Il loro uso andrebbe ristretto ai pazienti con una diagnosi di depressione maggiore grave e a rischio suicidio. «Se dopo quattro settimane di trattamento con farmaci diversi non abbiamo alcuna risposta clinica, allora dobbiamo provare qualcos’altro, certo. Ma ottimizziamo ciò che già possediamo, per esempio la stimolazione magnetica cerebrale, superficiale o profonda. E se nemmeno questa funziona, si può pensare all’uso di sostanze psichedeliche, valutando attentamente rischi e benefici, e l’eventuale predisposizione a sviluppare psicosi. Servono comunque evidenze che coinvolgano un numero più ampio di pazienti monitorati nel tempo, per ora i dati sulle diverse sostanze allucinogeniche sono scarsi e disomogenei».

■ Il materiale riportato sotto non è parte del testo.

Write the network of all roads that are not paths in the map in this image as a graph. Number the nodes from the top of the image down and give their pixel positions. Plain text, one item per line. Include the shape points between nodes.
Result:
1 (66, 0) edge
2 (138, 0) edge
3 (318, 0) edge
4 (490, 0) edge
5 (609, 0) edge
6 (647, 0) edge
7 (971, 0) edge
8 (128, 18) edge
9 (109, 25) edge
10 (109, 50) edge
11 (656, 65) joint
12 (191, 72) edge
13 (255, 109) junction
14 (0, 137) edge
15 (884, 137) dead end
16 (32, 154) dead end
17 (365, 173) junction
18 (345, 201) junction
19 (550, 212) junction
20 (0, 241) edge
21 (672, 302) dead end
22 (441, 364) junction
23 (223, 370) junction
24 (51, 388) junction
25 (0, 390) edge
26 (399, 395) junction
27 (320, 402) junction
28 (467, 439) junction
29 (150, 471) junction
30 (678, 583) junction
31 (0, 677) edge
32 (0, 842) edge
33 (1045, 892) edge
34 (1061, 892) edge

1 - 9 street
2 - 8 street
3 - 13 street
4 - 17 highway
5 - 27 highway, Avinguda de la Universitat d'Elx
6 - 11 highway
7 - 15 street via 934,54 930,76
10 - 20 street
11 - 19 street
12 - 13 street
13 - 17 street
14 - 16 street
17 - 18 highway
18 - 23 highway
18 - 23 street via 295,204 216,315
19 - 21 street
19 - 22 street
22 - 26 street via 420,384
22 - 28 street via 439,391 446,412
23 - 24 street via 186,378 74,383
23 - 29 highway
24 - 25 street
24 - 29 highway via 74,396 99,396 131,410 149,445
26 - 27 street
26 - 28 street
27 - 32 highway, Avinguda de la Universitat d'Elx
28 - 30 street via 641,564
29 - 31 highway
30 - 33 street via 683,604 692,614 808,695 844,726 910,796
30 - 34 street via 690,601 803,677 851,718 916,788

Le droghe psichedeliche, sia pure a scopo terapeutico, accendono nel cervello il circuito del piacere, lo stesso attivato dal fumo, dal gioco d’azzardo, dal sesso. «Vengono bloccate le aree dei lobi frontali, quelli che ci fanno pensare e decidere» conclude Altamura. «Ho visto nella pratica clinica, e la mia è lunga, i danni che possono fare queste sostanze. Sperimentiamo pure, ma con la massima cautela per evitare gli errori commessi in passato con le droghe psicomimetiche».